Teenagers, Doctors and Privacy
Ask your doctor what his or her policy is regarding keeping your discussion and treatment confidential. You have the right to privacy regarding sexually transmitted diseases and contraception. If your life (or someone else's) is at risk, the doctor may be required to disclose private information to keep you safe; he or she will tell you prior to this disclosure, in almost all cases (with exceptions such as if you were unconscious). Billing may or may not be confidential. So please ask your doctor if you have any concerns.
Most doctors realize how tough it is to be a teenager. Beyond the emotional and physical changes you are going through, numerous pressures and stresses arise from school, home, extracurricular activities, jobs and friends. Some of the health problems teens are embarrassed to discuss with their doctors concern sex, drugs, eating problems, weight concerns, depression and suicidal thoughts. Below are a few thoughts that should put you more at ease the next time you talk with your doctor:
- Keep in mind that your doctor is trained to help you with your health problems and check out the things that worry you most.

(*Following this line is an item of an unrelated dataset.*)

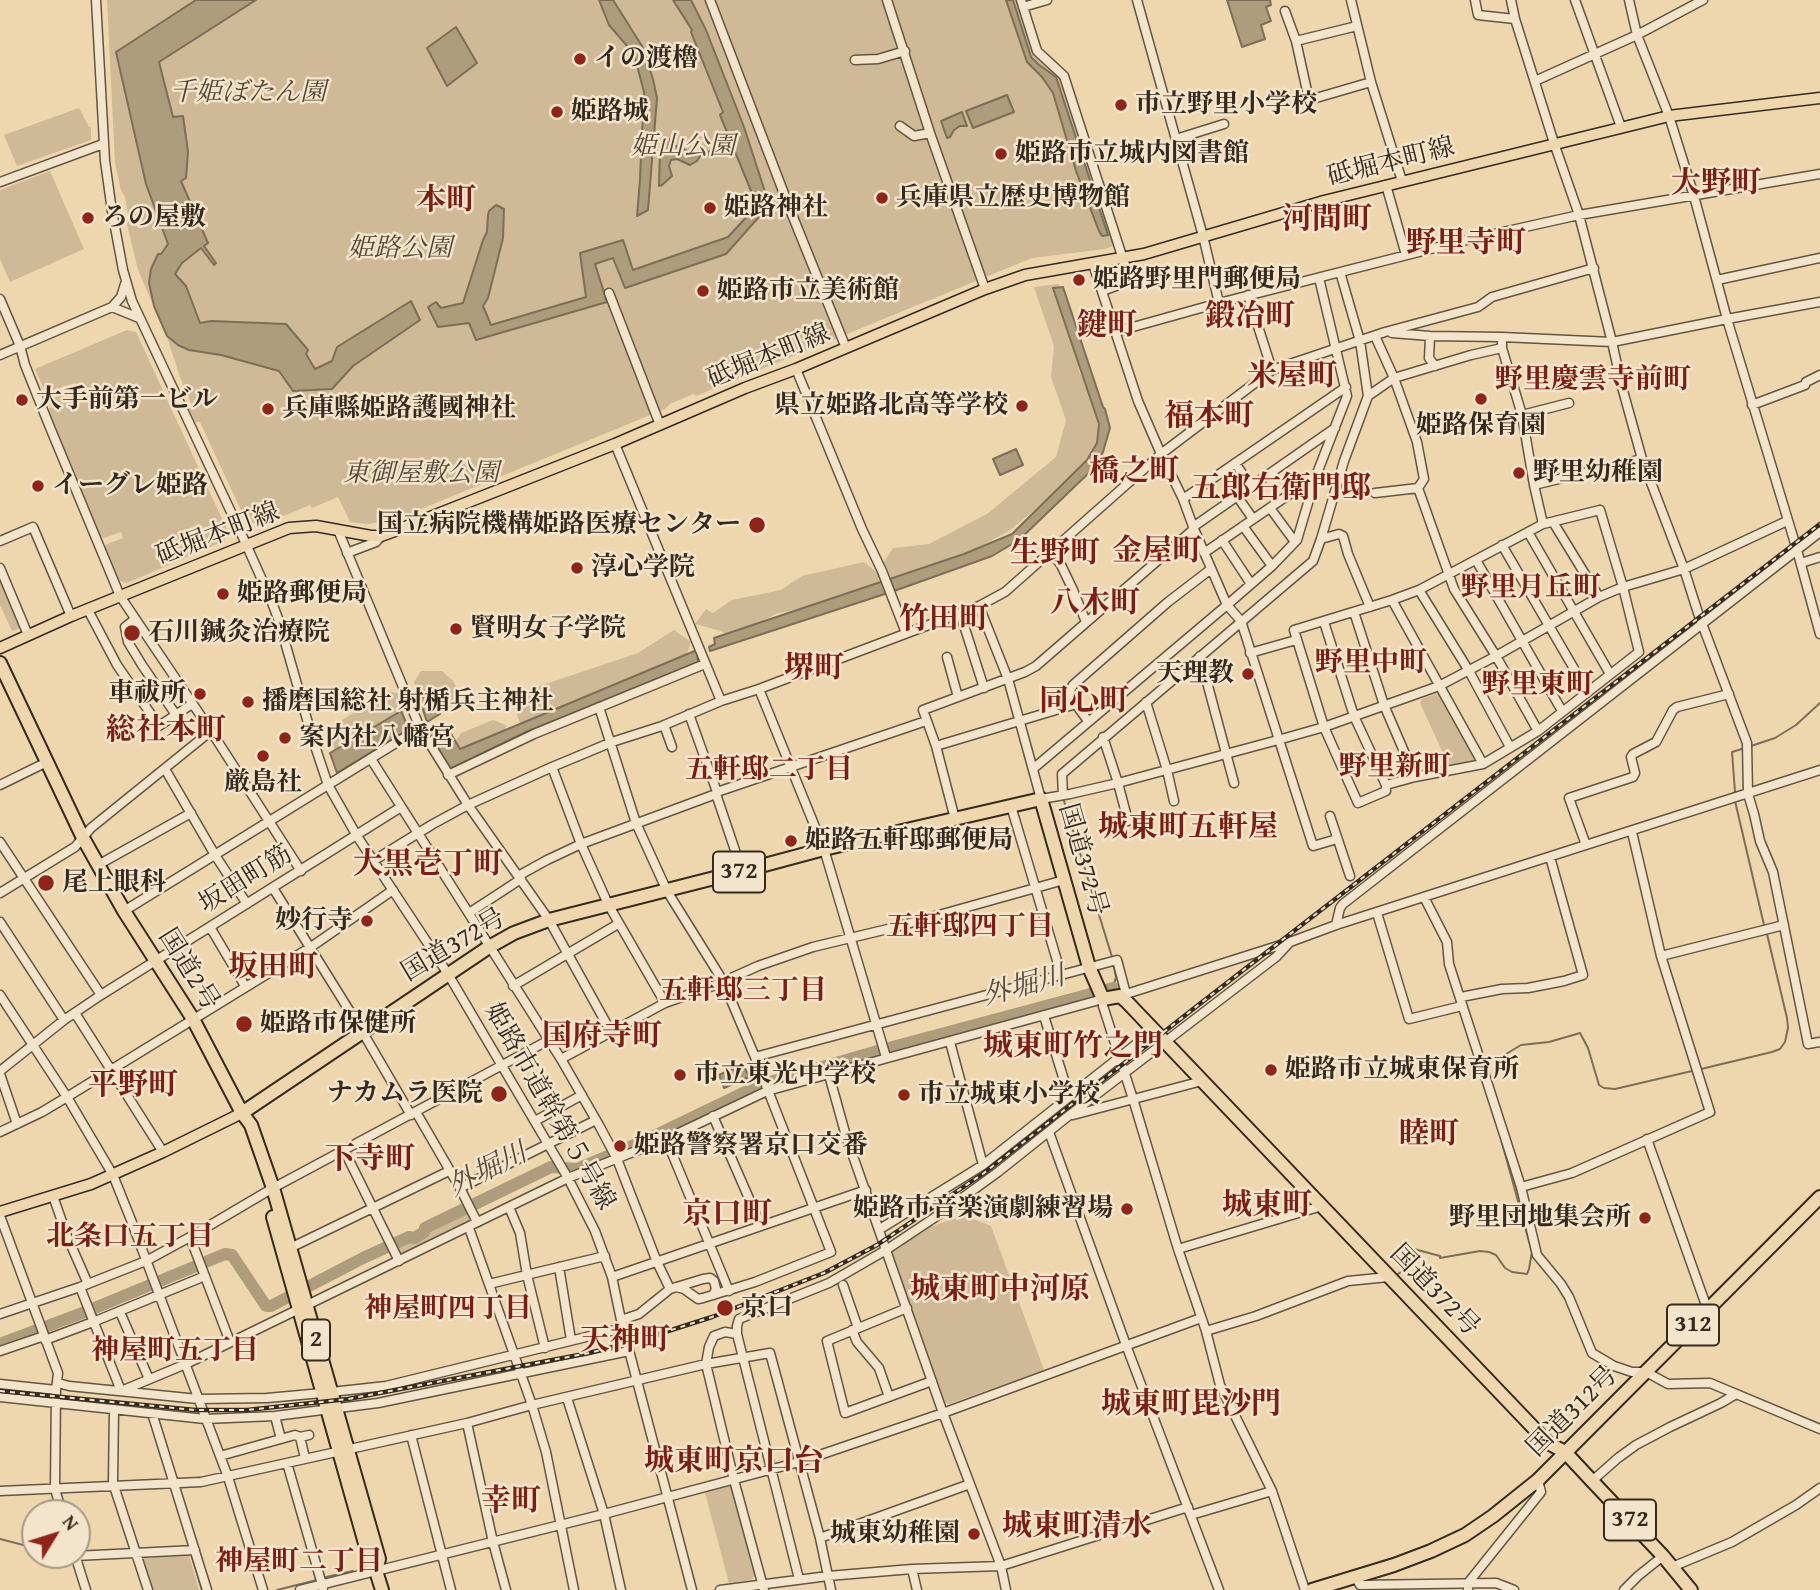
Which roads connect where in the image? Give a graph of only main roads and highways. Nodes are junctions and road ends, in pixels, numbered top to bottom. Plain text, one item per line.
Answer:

- Ignoring a potential health problem will not make it go away. In fact, it might make the problem worse and even result in a permanent health problem. So even if you feel uncomfortable talking with your doctor about a sensitive health issue, keep in mind that your few moments of feeling uncomfortable are outweighed by the health benefit of addressing a potential health problem early in its course.
- Remember that your doctor has seen your health problem or fielded your health question hundreds of times before. Your doctor will not be alarmed or surprised by any health issue you wish to discuss with him or her.
- Your doctor is interested in keeping you healthy, not in judging you. A good doctor will listen respectfully, examine, educate and treat you—not criticize you.
- Finally, it’s up to you to be honest and open about any health issue that is of concern to you. Your doctor can best help you if he or she knows what health issues are bothering you. If you cannot put your concerns into words, try opening the conversation by listing your problems, symptoms and questions on a piece of paper and handing it to your doctor.